An Introduction to Rlab: A High Level Language for Scientific and Engineering Applications
I started working with high level languages when I realized I was spending far too much time writing Fortran and C language programs as a part of engineering analyses, test data reduction, and continuing education. I searched for a better engineering programming tool; except for Matlab, and some Matlab-like programs (all commercial), I came up empty-handed (this was in 1989). I did not feel Matlab's language design was powerful enough, but I would have used it had it been lower in cost and available on more platforms. I diverted my “off-hour” studies to interpreter construction, and started prototyping Rlab. Within a year, I released version 0.10 to the Internet for comment. Now, almost five years later, Rlab has undergone significant changes and improvements primarily due to excellent assistance from users around the world.
Rlab does not try to be a Matlab clone. Instead, it borrows what I believe are the best features of the Matlab language and provides improved language syntax and semantics. The syntax has been improved to allow users more expression and reduce ambiguities. The variable scoping rules have been improved to facilitate creation of larger programs and program libraries. A heterogeneous associative array has been added to allow users to create and operate on arbitrary data structures.

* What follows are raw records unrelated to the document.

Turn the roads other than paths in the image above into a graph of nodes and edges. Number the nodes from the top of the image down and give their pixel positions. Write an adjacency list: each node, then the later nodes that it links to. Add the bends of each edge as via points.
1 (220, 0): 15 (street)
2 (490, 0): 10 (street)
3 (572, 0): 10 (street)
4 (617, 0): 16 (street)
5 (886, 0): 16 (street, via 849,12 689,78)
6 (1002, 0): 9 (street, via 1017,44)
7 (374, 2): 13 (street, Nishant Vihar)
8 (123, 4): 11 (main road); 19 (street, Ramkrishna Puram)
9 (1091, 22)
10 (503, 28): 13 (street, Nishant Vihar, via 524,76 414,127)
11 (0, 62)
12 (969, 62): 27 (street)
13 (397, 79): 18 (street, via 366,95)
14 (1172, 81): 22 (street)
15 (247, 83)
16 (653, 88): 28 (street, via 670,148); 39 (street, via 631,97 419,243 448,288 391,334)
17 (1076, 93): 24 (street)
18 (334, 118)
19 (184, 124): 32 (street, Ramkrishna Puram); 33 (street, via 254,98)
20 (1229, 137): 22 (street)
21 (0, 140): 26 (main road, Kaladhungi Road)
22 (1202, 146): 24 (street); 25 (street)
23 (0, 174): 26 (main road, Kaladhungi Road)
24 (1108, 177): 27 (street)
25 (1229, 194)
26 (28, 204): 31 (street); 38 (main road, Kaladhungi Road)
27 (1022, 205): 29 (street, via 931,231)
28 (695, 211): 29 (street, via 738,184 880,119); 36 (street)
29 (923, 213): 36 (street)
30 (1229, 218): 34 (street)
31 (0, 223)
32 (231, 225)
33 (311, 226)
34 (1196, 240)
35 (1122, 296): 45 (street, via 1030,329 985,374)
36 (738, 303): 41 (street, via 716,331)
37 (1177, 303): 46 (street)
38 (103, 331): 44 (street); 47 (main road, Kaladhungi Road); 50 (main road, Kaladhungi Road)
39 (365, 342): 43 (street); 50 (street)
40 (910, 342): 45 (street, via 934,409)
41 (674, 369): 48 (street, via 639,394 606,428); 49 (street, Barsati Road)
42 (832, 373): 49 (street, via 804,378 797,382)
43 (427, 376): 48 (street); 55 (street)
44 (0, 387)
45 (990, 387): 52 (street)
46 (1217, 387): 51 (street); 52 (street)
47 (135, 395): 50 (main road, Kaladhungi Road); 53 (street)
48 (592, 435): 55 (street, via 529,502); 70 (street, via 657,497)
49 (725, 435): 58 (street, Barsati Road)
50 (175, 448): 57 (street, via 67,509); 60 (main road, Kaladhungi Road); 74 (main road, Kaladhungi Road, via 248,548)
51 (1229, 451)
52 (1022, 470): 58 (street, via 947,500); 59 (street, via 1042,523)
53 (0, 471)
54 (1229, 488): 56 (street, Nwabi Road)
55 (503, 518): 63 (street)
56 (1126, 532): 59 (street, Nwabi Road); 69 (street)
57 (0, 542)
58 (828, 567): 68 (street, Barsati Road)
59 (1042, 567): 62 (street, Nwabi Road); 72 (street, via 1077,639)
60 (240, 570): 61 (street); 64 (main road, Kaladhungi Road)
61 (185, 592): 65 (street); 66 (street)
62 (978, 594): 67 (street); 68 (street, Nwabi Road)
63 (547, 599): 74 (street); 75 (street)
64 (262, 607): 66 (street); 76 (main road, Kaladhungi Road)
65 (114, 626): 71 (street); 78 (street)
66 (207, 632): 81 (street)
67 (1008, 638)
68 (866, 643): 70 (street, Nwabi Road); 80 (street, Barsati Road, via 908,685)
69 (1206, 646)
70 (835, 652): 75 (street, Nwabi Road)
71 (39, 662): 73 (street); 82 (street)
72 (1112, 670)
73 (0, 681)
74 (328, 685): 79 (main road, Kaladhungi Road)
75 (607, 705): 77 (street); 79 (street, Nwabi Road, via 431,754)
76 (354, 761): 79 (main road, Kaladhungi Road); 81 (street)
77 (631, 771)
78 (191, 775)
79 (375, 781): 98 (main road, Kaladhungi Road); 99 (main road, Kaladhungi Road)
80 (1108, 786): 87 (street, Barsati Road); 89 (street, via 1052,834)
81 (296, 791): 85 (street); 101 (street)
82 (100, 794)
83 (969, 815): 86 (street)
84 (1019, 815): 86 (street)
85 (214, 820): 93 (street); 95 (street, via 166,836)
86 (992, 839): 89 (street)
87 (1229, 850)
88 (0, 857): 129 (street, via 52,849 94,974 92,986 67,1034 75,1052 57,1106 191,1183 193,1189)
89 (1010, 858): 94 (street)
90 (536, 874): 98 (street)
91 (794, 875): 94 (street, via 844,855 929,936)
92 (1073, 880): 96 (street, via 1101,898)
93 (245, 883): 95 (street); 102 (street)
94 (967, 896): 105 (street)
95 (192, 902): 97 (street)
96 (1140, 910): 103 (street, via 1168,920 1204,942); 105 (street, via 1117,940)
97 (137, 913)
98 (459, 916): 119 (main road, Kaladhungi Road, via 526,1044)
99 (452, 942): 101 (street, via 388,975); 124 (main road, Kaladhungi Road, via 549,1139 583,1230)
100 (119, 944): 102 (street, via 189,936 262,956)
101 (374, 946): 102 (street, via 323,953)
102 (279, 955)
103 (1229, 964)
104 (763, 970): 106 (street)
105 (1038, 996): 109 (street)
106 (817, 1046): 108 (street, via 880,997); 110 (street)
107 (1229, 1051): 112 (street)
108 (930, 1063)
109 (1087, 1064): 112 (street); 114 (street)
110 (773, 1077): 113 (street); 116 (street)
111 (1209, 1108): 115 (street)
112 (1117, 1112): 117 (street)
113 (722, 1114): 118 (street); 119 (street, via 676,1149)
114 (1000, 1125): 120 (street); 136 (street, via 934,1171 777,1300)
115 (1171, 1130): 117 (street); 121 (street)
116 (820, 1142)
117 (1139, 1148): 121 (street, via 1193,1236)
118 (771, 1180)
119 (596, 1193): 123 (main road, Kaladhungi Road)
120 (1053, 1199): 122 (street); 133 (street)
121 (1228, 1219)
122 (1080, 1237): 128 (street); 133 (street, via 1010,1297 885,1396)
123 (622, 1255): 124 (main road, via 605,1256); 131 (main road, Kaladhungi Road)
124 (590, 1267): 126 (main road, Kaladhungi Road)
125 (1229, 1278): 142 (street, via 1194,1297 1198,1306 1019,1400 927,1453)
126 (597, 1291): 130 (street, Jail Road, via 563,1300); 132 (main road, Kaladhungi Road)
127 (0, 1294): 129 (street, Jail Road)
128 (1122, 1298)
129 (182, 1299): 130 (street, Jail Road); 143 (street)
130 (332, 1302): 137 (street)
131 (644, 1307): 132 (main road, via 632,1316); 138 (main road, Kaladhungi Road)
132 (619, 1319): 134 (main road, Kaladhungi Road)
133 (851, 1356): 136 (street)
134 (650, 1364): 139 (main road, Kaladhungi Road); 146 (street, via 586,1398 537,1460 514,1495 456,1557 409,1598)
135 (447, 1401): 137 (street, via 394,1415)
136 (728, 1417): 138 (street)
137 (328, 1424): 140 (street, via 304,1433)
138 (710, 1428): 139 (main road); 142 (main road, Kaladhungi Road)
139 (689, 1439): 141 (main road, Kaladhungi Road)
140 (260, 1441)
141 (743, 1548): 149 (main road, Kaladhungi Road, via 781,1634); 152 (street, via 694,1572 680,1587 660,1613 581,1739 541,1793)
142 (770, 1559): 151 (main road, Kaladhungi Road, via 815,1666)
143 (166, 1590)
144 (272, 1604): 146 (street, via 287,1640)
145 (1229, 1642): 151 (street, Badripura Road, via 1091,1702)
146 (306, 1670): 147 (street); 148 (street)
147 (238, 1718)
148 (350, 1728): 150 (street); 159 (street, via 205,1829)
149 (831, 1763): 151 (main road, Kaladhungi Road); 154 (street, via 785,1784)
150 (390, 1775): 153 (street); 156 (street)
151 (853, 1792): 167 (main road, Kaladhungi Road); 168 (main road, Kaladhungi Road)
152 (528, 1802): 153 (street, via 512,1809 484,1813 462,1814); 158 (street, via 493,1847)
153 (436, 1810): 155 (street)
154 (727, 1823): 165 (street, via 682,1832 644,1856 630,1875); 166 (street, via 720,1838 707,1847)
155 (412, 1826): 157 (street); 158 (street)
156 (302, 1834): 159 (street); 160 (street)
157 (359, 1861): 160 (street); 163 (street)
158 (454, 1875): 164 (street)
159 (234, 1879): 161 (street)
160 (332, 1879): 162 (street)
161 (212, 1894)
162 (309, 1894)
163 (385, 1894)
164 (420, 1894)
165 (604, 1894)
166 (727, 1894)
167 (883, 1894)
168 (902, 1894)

The term “high level language” has many different connotations. In the context of Rlab it means that variables are not explicitly typed or dimensioned. A variable's type and dimension are inferred from usage, and can be arbitrarily changed during a program's execution. This automatic typing and dynamic allocation free the scientific programmer from many of the more time consuming programming duties normally associated with languages like C or Fortran.
In Rlab's case, high level also means interactive. Since one of the purposes is to provide convenient means for data manipulation and visualization, the program can be run in either batch or interactive mode. Typing rlab at the shell prompt starts the program. Rlab gives the user the command line prompt prompt >, from whence program statements are issued and executed.
What do you get? What does it cost? Most people find that they can develop a working program far faster than with C or Fortran. Furthermore, the built-in graphics capabilities and interactive mode of operation promote experimentation and exploration of data and methods. The price you pay is slower program execution in some instances. Performance tests between compiled and interpreted languages usually show the compiled language to be faster in all respects. If your Rlab program uses scalar operations exclusively, and uses none of the built-in linear algebra functions, then it will be substantially slower than the Fortran or C version. However, if you take advantage of Rlab's optimized array operations, built-in linear algebra and utility functions, you may find that Rlab will perform quite well.
Although I cannot provide a complete introduction in a single article, I can show you enough of the language to help you decide if it is something that you would want to try. A more complete introduction is provided in “The Rlab Primer”, which is included in the source and binary distributions.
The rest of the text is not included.